Would you please print the data a second time, exactly as it stands?

Stored data =>
______________________________
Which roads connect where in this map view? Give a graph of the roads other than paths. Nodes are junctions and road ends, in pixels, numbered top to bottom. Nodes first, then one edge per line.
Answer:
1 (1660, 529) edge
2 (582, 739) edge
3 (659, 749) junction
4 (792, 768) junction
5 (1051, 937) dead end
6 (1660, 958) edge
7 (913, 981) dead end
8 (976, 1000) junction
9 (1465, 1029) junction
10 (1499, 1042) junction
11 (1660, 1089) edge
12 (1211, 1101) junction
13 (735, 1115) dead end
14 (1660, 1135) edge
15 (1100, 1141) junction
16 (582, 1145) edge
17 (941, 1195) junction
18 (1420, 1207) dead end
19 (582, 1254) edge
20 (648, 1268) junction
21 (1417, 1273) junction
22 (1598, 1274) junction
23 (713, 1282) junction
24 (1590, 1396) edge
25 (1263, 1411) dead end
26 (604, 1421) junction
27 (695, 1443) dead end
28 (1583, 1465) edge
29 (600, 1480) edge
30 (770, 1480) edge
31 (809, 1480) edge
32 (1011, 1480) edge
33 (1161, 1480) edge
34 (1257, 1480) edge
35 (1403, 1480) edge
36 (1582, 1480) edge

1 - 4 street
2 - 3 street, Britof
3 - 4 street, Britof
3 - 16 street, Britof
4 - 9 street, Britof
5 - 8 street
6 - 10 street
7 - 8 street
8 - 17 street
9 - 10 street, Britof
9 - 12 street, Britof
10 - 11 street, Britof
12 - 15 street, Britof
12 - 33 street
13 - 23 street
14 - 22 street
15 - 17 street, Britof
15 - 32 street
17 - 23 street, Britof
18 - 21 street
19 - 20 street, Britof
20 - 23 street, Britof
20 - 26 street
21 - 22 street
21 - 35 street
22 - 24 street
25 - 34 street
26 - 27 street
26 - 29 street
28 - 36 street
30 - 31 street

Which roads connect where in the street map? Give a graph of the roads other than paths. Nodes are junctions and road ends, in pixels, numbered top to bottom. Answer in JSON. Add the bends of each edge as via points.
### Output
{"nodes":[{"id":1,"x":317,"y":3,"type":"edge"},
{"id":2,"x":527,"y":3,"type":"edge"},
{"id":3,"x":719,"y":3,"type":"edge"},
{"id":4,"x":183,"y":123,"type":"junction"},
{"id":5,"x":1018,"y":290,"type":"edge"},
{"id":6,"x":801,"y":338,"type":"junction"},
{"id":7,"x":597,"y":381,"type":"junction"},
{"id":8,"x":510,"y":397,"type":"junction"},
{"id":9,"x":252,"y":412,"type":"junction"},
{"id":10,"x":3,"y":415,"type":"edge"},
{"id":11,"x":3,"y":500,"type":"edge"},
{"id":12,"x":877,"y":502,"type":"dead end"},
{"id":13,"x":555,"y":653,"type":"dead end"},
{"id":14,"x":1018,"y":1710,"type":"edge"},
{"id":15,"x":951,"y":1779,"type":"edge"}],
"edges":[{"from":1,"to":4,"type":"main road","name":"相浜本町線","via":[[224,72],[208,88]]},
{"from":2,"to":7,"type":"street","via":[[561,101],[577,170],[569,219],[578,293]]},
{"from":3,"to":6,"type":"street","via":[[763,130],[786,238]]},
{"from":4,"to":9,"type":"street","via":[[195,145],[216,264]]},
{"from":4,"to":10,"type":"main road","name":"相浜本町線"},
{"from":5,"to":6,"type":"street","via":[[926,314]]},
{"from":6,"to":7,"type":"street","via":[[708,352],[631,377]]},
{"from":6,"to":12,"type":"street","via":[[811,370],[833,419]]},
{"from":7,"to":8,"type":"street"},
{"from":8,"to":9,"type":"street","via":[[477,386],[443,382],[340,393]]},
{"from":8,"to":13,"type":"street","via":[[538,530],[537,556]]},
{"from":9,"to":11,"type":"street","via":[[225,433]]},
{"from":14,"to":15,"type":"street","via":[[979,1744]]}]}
______________________________
EXERCISE ANSWER =>
Which roads connect where in this map view? Give a graph of the roads other than paths. Nodes are junctions and road ends, in pixels, numbered top to bottom. Nodes first, then one edge per line.
Answer:
1 (1660, 529) edge
2 (582, 739) edge
3 (659, 749) junction
4 (792, 768) junction
5 (1051, 937) dead end
6 (1660, 958) edge
7 (913, 981) dead end
8 (976, 1000) junction
9 (1465, 1029) junction
10 (1499, 1042) junction
11 (1660, 1089) edge
12 (1211, 1101) junction
13 (735, 1115) dead end
14 (1660, 1135) edge
15 (1100, 1141) junction
16 (582, 1145) edge
17 (941, 1195) junction
18 (1420, 1207) dead end
19 (582, 1254) edge
20 (648, 1268) junction
21 (1417, 1273) junction
22 (1598, 1274) junction
23 (713, 1282) junction
24 (1590, 1396) edge
25 (1263, 1411) dead end
26 (604, 1421) junction
27 (695, 1443) dead end
28 (1583, 1465) edge
29 (600, 1480) edge
30 (770, 1480) edge
31 (809, 1480) edge
32 (1011, 1480) edge
33 (1161, 1480) edge
34 (1257, 1480) edge
35 (1403, 1480) edge
36 (1582, 1480) edge

1 - 4 street
2 - 3 street, Britof
3 - 4 street, Britof
3 - 16 street, Britof
4 - 9 street, Britof
5 - 8 street
6 - 10 street
7 - 8 street
8 - 17 street
9 - 10 street, Britof
9 - 12 street, Britof
10 - 11 street, Britof
12 - 15 street, Britof
12 - 33 street
13 - 23 street
14 - 22 street
15 - 17 street, Britof
15 - 32 street
17 - 23 street, Britof
18 - 21 street
19 - 20 street, Britof
20 - 23 street, Britof
20 - 26 street
21 - 22 street
21 - 35 street
22 - 24 street
25 - 34 street
26 - 27 street
26 - 29 street
28 - 36 street
30 - 31 street

Which roads connect where in the street map? Give a graph of the roads other than paths. Nodes are junctions and road ends, in pixels, numbered top to bottom. Answer in JSON. Add the bends of each edge as via points.
### Output
{"nodes":[{"id":1,"x":317,"y":3,"type":"edge"},
{"id":2,"x":527,"y":3,"type":"edge"},
{"id":3,"x":719,"y":3,"type":"edge"},
{"id":4,"x":183,"y":123,"type":"junction"},
{"id":5,"x":1018,"y":290,"type":"edge"},
{"id":6,"x":801,"y":338,"type":"junction"},
{"id":7,"x":597,"y":381,"type":"junction"},
{"id":8,"x":510,"y":397,"type":"junction"},
{"id":9,"x":252,"y":412,"type":"junction"},
{"id":10,"x":3,"y":415,"type":"edge"},
{"id":11,"x":3,"y":500,"type":"edge"},
{"id":12,"x":877,"y":502,"type":"dead end"},
{"id":13,"x":555,"y":653,"type":"dead end"},
{"id":14,"x":1018,"y":1710,"type":"edge"},
{"id":15,"x":951,"y":1779,"type":"edge"}],
"edges":[{"from":1,"to":4,"type":"main road","name":"相浜本町線","via":[[224,72],[208,88]]},
{"from":2,"to":7,"type":"street","via":[[561,101],[577,170],[569,219],[578,293]]},
{"from":3,"to":6,"type":"street","via":[[763,130],[786,238]]},
{"from":4,"to":9,"type":"street","via":[[195,145],[216,264]]},
{"from":4,"to":10,"type":"main road","name":"相浜本町線"},
{"from":5,"to":6,"type":"street","via":[[926,314]]},
{"from":6,"to":7,"type":"street","via":[[708,352],[631,377]]},
{"from":6,"to":12,"type":"street","via":[[811,370],[833,419]]},
{"from":7,"to":8,"type":"street"},
{"from":8,"to":9,"type":"street","via":[[477,386],[443,382],[340,393]]},
{"from":8,"to":13,"type":"street","via":[[538,530],[537,556]]},
{"from":9,"to":11,"type":"street","via":[[225,433]]},
{"from":14,"to":15,"type":"street","via":[[979,1744]]}]}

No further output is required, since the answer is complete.